I doubt it the slow version uses division instead of bit shifting. My guess would be the fast version saturated like i/o or some non cpu portion of the processor and the division one was bottle necked by the division logic in the processor.
Recalibrate how you feel about division and multiplication. It turns out, integer division on new processors is a 1 cycle process (and has been for a while now). Most of the multicycle instructions now-a-days are things like SIMD and encryption.
Which processor has 1-cycle latency for integer division? Even Apple Silicon, which has the mostly highly optimized implementation I am aware of appears to have 2-cycle latency. Recent x86 are much worse, though greatly improved. Integer division is much faster than it used to be but not single cycle.
Also, most of those SIMD and encryption instructions can retire one per cycle on modern cores, but that isn't the same as latency.
2-cycle latency for division seems extremely unlikely. From the instruction tables it seems that firestorm has 7-9 cycles latency SDIV (which is excellent). It also has an impressive 2-cycles reciprocal throughput.
Quite possible. I am not confident Apple Silicon has 2-cycle div latency, that seems improbably fast to me, but I had heard some reasonably well-sourced rumors to that effect. I have not measured it myself.
Even at somewhat higher latency it is still fast enough to not be worth optimizing around in most cases, which is great.
But it's iterating through the result vectors twice, so that's basically guaranteed to miss. Moving the threshold check into the loop above would at least eliminate that factor.
Maybe division vs bit shifting does play a factor, but it's hard to compare that while the cache behavior is so different.
Author here. The original article I was going to write was about using newer instruction sets, but then I discovered it doesn't even use original SSE instructions by default, so I wrote this instead.
Eventually I'll write that other article; I've been wondering if it's possible to have infrastructure to support both modern and old CPUs in Python libraries without doing runtime dispatch on the C level, so this may involve some coding if I have time.

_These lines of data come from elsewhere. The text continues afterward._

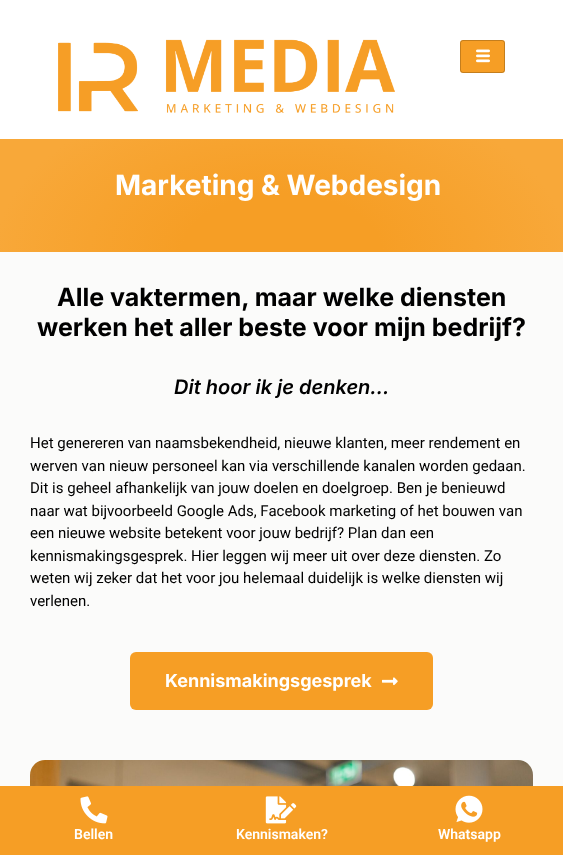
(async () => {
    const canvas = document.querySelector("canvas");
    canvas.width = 563;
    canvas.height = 855;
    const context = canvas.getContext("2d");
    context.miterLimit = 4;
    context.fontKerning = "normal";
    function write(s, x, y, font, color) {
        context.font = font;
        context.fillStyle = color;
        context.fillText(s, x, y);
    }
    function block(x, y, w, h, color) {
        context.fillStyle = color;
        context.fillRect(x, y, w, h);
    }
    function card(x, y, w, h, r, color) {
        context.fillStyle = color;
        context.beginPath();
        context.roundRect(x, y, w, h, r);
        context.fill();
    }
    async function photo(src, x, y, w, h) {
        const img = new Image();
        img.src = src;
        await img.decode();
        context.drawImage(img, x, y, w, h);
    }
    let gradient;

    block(0, 0, 563, 855, "rgb(255, 255, 255)");
    await photo("media/1.png", 58, 39, 337, 74);
    card(460, 40, 45, 33, 3, "rgb(246, 158, 37)");
    context.beginPath();
    context.roundRect(460.5, 40.5, 44, 32, 2.5);
    context.strokeStyle = "rgba(0, 0, 0, 0.2)";
    context.stroke();
    await photo("media/2.png", 476, 49, 14, 14);
    gradient = context.createRadialGradient(282, 434.18, 0, 282, 434.18, 398);
    gradient.addColorStop(0.25, "rgb(246, 158, 37)");
    gradient.addColorStop(0.72, "rgb(248, 168, 57)");
    context.fillStyle = gradient;
    context.beginPath();
    context.rect(0, 139, 563, 113);
    context.save();
    context.clip();
    context.scale(1, 231 / 398);
    context.fillRect(0, 0, 563, 1474);
    context.restore();
    write("Marketing & Webdesign", 115, 195, "bold 28px Inter", "rgb(255, 255, 255)");
    block(0, 252, 563, 534, "rgb(251, 251, 250)");
    write("Alle vaktermen, maar welke diensten", 57, 306, "bold 25px Inter", "rgb(0, 0, 0)");
    write("werken het aller beste voor mijn bedrijf?", 37, 336, "bold 25px Inter", "rgb(0, 0, 0)");
    write("Dit hoor ik je denken…", 174, 394, "italic 600 20px Inter", "rgb(0, 0, 0)");
    write("Het genereren van naamsbekendheid, nieuwe klanten, meer rendement en", 30, 448, "15px Roboto", "rgb(0, 0, 0)");
    write("werven van nieuw personeel kan via verschillende kanalen worden gedaan.", 30, 471, "15px Roboto", "rgb(0, 0, 0)");
    write("Dit is geheel afhankelijk van jouw doelen en doelgroep. Ben je benieuwd", 30, 493, "15px Roboto", "rgb(0, 0, 0)");
    write("naar wat bijvoorbeeld Google Ads, Facebook marketing of het bouwen van", 30, 516, "15px Roboto", "rgb(0, 0, 0)");
    write("een nieuwe website betekent voor jouw bedrijf? Plan dan een", 30, 538, "15px Roboto", "rgb(0, 0, 0)");
    write("kennismakingsgesprek. Hier leggen wij meer uit over deze diensten. Zo", 30, 561, "15px Roboto", "rgb(0, 0, 0)");
    write("weten wij zeker dat het voor jou helemaal duidelijk is welke diensten wij", 30, 583, "15px Roboto", "rgb(0, 0, 0)");
    write("verlenen.", 30, 606, "15px Roboto", "rgb(0, 0, 0)");
    card(130, 652, 303, 58, 6, "rgb(246, 158, 37)");
    write("Kennismakingsgesprek", 165, 687, "bold 18px Inter", "rgb(255, 255, 255)");
    await photo("media/3.png", 382, 677, 16, 9);
    await photo("media/4.png", 30, 760, 503, 26);
    block(0, 786, 563, 69, "rgb(246, 158, 37)");
    await photo("media/5.png", 80, 796, 28, 28);
    write("Bellen", 74, 839, "600 14px Roboto", "rgb(255, 255, 255)");
    await photo("media/6.png", 265, 796, 32, 28);
    write("Kennismaken?", 236, 839, "600 14px Roboto", "rgb(255, 255, 255)");
    await photo("media/7.png", 455, 795, 28, 28);
    write("Whatsapp", 438, 839, "600 14px Roboto", "rgb(255, 255, 255)");
})();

There's presumably a reason they've spent the past 20 years adding additional instructions to CPUs, yeah :) And a large part of the Python ecosystem just ignores all of them. (NumPy has a bunch of SIMD with function-level dispatch, and they add more over time.)
Author here: Note that this hasn't yet been updated for Cython 3, which does fix or improve some of these (but not the fundamental limitation that you're stuck with C or C++).
Nor can you prove that a language is error prone by providing a 40 line example written in an antiquated style that deliberately avoids using the safety features at one's disposal.